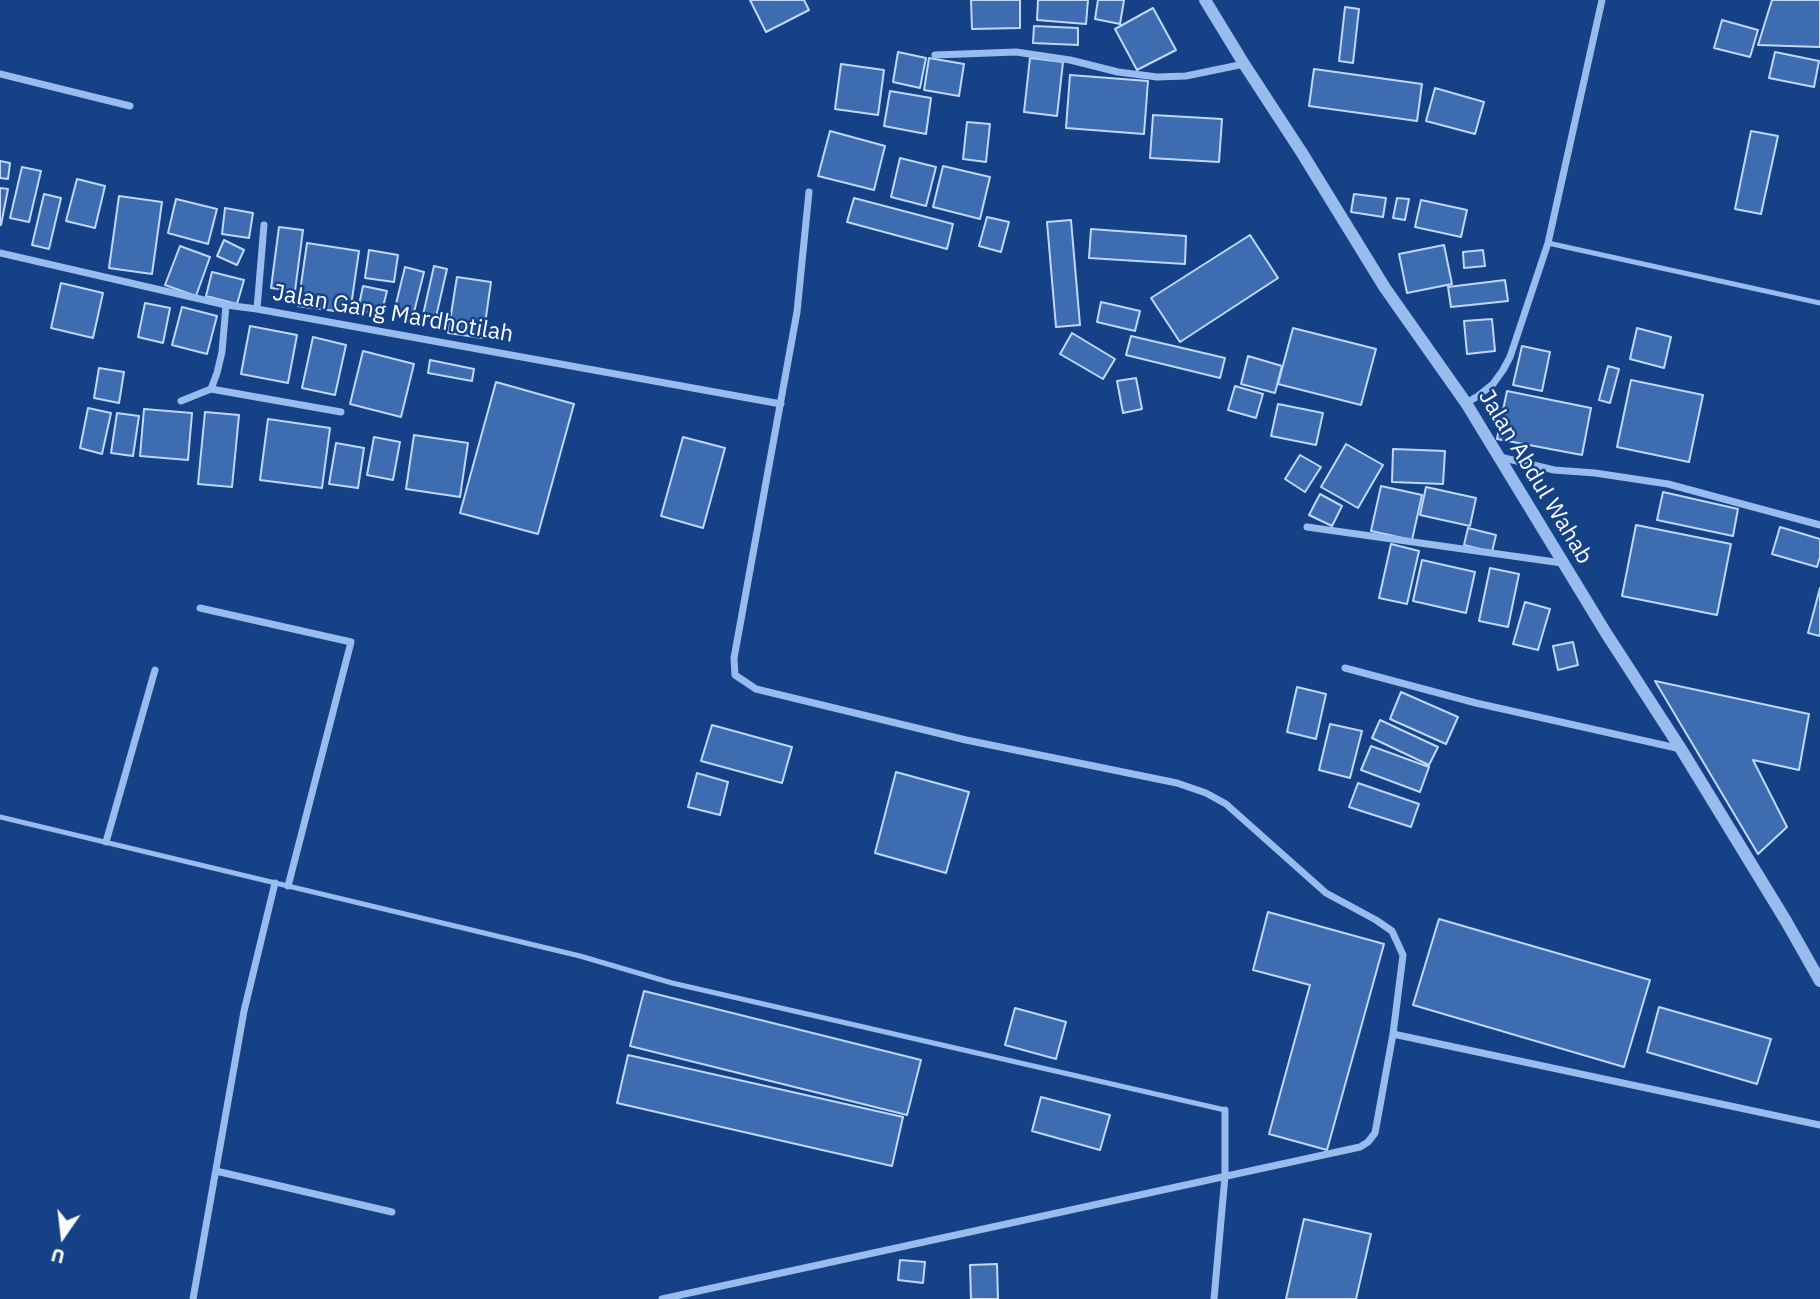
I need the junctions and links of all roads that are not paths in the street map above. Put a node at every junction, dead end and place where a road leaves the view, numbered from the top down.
1 (1205, 0) edge
2 (1602, 0) edge
3 (935, 55) dead end
4 (1244, 64) junction
5 (0, 74) edge
6 (130, 106) dead end
7 (809, 192) dead end
8 (264, 225) dead end
9 (1548, 243) junction
10 (0, 253) edge
11 (1820, 303) edge
12 (226, 305) junction
13 (257, 309) junction
14 (211, 389) junction
15 (181, 401) dead end
16 (1466, 402) junction
17 (780, 404) junction
18 (341, 412) dead end
19 (1499, 457) junction
20 (1820, 525) edge
21 (1307, 527) dead end
22 (1562, 562) junction
23 (200, 608) dead end
24 (1345, 668) dead end
25 (155, 670) dead end
26 (1681, 749) junction
27 (0, 817) edge
28 (106, 842) junction
29 (275, 883) junction
30 (288, 886) junction
31 (1820, 981) edge
32 (1393, 1034) junction
33 (1225, 1110) joint
34 (1820, 1125) edge
35 (216, 1171) junction
36 (1225, 1176) junction
37 (392, 1212) dead end
38 (193, 1299) edge
39 (662, 1299) edge
40 (1214, 1299) edge

1 - 4 street, Jalan Abdul Wahab
2 - 9 street
3 - 4 street
4 - 16 street, Jalan Abdul Wahab
5 - 6 street
7 - 17 street
8 - 13 street
9 - 11 lane
9 - 16 street
10 - 12 street, Jalan Gang Mardhotilah
12 - 13 street, Jalan Gang Mardhotilah
12 - 14 street
13 - 17 street, Jalan Gang Mardhotilah
14 - 15 street
14 - 18 street
16 - 19 street, Jalan Abdul Wahab
17 - 32 street
19 - 20 street
19 - 22 street, Jalan Abdul Wahab
21 - 22 street
22 - 26 street, Jalan Abdul Wahab
23 - 30 street
24 - 26 street
25 - 28 street
26 - 31 street, Jalan Abdul Wahab
27 - 28 lane
28 - 29 lane
29 - 30 lane
29 - 35 street
30 - 33 lane
32 - 34 street
32 - 36 street
33 - 36 street
35 - 37 street
35 - 38 street
36 - 39 street
36 - 40 street

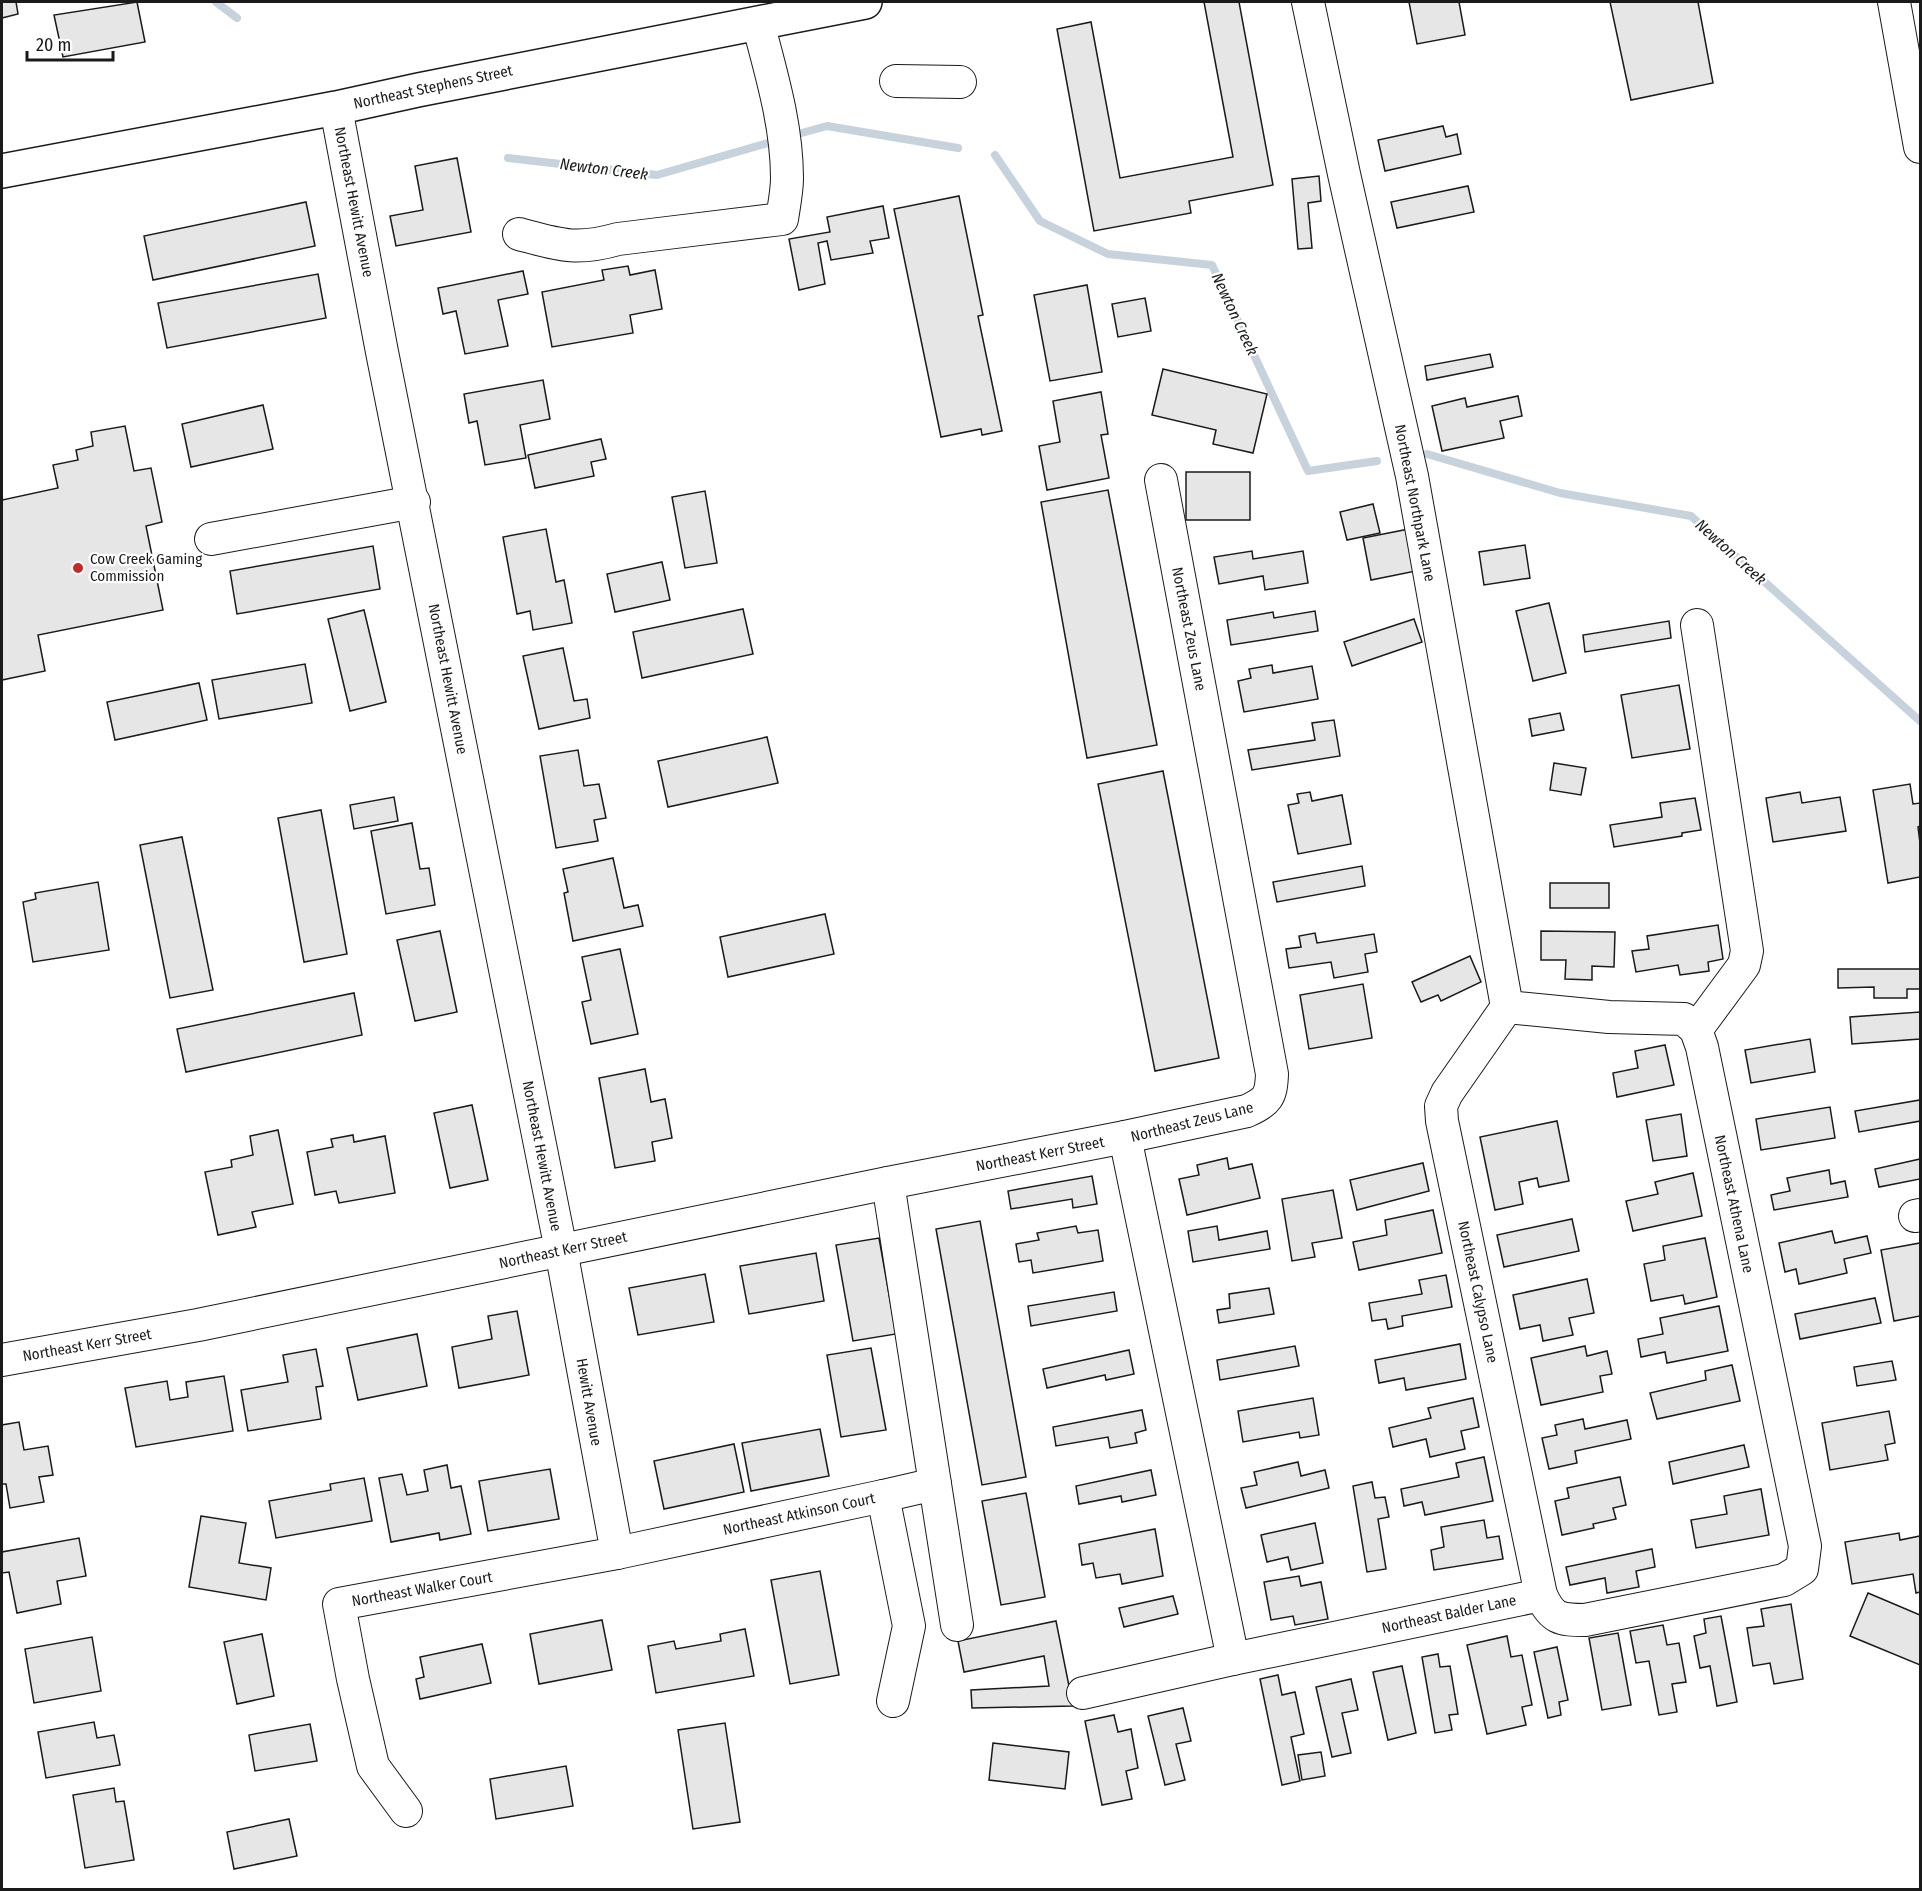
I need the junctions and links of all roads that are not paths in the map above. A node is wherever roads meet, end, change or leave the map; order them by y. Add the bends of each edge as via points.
1 (865, 2) edge
2 (1308, 2) edge
3 (1894, 2) edge
4 (831, 5) edge
5 (758, 23) junction
6 (896, 81) dead end
7 (960, 82) dead end
8 (336, 108) junction
9 (1920, 147) edge
10 (2, 171) edge
11 (519, 234) dead end
12 (1161, 480) dead end
13 (414, 502) junction
14 (211, 539) dead end
15 (1697, 626) dead end
16 (1507, 1007) junction
17 (1696, 1030) junction
18 (1125, 1137) junction
19 (888, 1183) junction
20 (561, 1250) junction
21 (2, 1360) edge
22 (935, 1484) junction
23 (883, 1496) junction
24 (617, 1553) junction
25 (1541, 1595) junction
26 (957, 1625) dead end
27 (1233, 1659) junction
28 (1083, 1693) dead end
29 (893, 1701) dead end
30 (406, 1811) dead end

1 - 4 main road, Northeast Stephens Street
2 - 16 street, Northeast Northpark Lane via 1412,476
3 - 9 street
4 - 5 main road, Northeast Stephens Street
5 - 8 main road, Northeast Stephens Street
5 - 11 street via 783,135 787,178 782,219 618,239 595,246 563,246
6 - 7 street
8 - 10 main road, Northeast Stephens Street
8 - 13 street, Northeast Hewitt Avenue
12 - 18 street, Northeast Zeus Lane via 1270,1062 1271,1091 1264,1103 1247,1111
13 - 14 street
13 - 20 street, Northeast Hewitt Avenue
15 - 17 street via 1747,951 1744,965
16 - 17 street via 1609,1017 1684,1019
16 - 25 street, Northeast Calypso Lane via 1441,1106
17 - 25 street, Northeast Athena Lane via 1805,1546 1802,1569 1784,1580 1585,1620 1564,1620 1549,1611
18 - 19 street, Northeast Kerr Street
18 - 27 street, Northeast Zeus Lane
19 - 20 street, Northeast Kerr Street
19 - 22 street
20 - 21 street, Northeast Kerr Street via 198,1325
20 - 24 street, Hewitt Avenue
22 - 23 street
22 - 26 street
23 - 24 street, Northeast Atkinson Court
23 - 29 street, Northeast Atkinson Court via 909,1626
24 - 30 street, Northeast Walker Court via 339,1604 373,1766
25 - 27 street, Northeast Balder Lane
27 - 28 street, Northeast Balder Lane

How to complete this task:
Omit each image and transcribe the remaining records word for word.

Exercise output:
I need the junctions and links of all roads that are not paths in the street map above. Put a node at every junction, dead end and place where a road leaves the view, numbered from the top down.
1 (1205, 0) edge
2 (1602, 0) edge
3 (935, 55) dead end
4 (1244, 64) junction
5 (0, 74) edge
6 (130, 106) dead end
7 (809, 192) dead end
8 (264, 225) dead end
9 (1548, 243) junction
10 (0, 253) edge
11 (1820, 303) edge
12 (226, 305) junction
13 (257, 309) junction
14 (211, 389) junction
15 (181, 401) dead end
16 (1466, 402) junction
17 (780, 404) junction
18 (341, 412) dead end
19 (1499, 457) junction
20 (1820, 525) edge
21 (1307, 527) dead end
22 (1562, 562) junction
23 (200, 608) dead end
24 (1345, 668) dead end
25 (155, 670) dead end
26 (1681, 749) junction
27 (0, 817) edge
28 (106, 842) junction
29 (275, 883) junction
30 (288, 886) junction
31 (1820, 981) edge
32 (1393, 1034) junction
33 (1225, 1110) joint
34 (1820, 1125) edge
35 (216, 1171) junction
36 (1225, 1176) junction
37 (392, 1212) dead end
38 (193, 1299) edge
39 (662, 1299) edge
40 (1214, 1299) edge

1 - 4 street, Jalan Abdul Wahab
2 - 9 street
3 - 4 street
4 - 16 street, Jalan Abdul Wahab
5 - 6 street
7 - 17 street
8 - 13 street
9 - 11 lane
9 - 16 street
10 - 12 street, Jalan Gang Mardhotilah
12 - 13 street, Jalan Gang Mardhotilah
12 - 14 street
13 - 17 street, Jalan Gang Mardhotilah
14 - 15 street
14 - 18 street
16 - 19 street, Jalan Abdul Wahab
17 - 32 street
19 - 20 street
19 - 22 street, Jalan Abdul Wahab
21 - 22 street
22 - 26 street, Jalan Abdul Wahab
23 - 30 street
24 - 26 street
25 - 28 street
26 - 31 street, Jalan Abdul Wahab
27 - 28 lane
28 - 29 lane
29 - 30 lane
29 - 35 street
30 - 33 lane
32 - 34 street
32 - 36 street
33 - 36 street
35 - 37 street
35 - 38 street
36 - 39 street
36 - 40 street

I need the junctions and links of all roads that are not paths in the map above. A node is wherever roads meet, end, change or leave the map; order them by y. Add the bends of each edge as via points.
1 (865, 2) edge
2 (1308, 2) edge
3 (1894, 2) edge
4 (831, 5) edge
5 (758, 23) junction
6 (896, 81) dead end
7 (960, 82) dead end
8 (336, 108) junction
9 (1920, 147) edge
10 (2, 171) edge
11 (519, 234) dead end
12 (1161, 480) dead end
13 (414, 502) junction
14 (211, 539) dead end
15 (1697, 626) dead end
16 (1507, 1007) junction
17 (1696, 1030) junction
18 (1125, 1137) junction
19 (888, 1183) junction
20 (561, 1250) junction
21 (2, 1360) edge
22 (935, 1484) junction
23 (883, 1496) junction
24 (617, 1553) junction
25 (1541, 1595) junction
26 (957, 1625) dead end
27 (1233, 1659) junction
28 (1083, 1693) dead end
29 (893, 1701) dead end
30 (406, 1811) dead end

1 - 4 main road, Northeast Stephens Street
2 - 16 street, Northeast Northpark Lane via 1412,476
3 - 9 street
4 - 5 main road, Northeast Stephens Street
5 - 8 main road, Northeast Stephens Street
5 - 11 street via 783,135 787,178 782,219 618,239 595,246 563,246
6 - 7 street
8 - 10 main road, Northeast Stephens Street
8 - 13 street, Northeast Hewitt Avenue
12 - 18 street, Northeast Zeus Lane via 1270,1062 1271,1091 1264,1103 1247,1111
13 - 14 street
13 - 20 street, Northeast Hewitt Avenue
15 - 17 street via 1747,951 1744,965
16 - 17 street via 1609,1017 1684,1019
16 - 25 street, Northeast Calypso Lane via 1441,1106
17 - 25 street, Northeast Athena Lane via 1805,1546 1802,1569 1784,1580 1585,1620 1564,1620 1549,1611
18 - 19 street, Northeast Kerr Street
18 - 27 street, Northeast Zeus Lane
19 - 20 street, Northeast Kerr Street
19 - 22 street
20 - 21 street, Northeast Kerr Street via 198,1325
20 - 24 street, Hewitt Avenue
22 - 23 street
22 - 26 street
23 - 24 street, Northeast Atkinson Court
23 - 29 street, Northeast Atkinson Court via 909,1626
24 - 30 street, Northeast Walker Court via 339,1604 373,1766
25 - 27 street, Northeast Balder Lane
27 - 28 street, Northeast Balder Lane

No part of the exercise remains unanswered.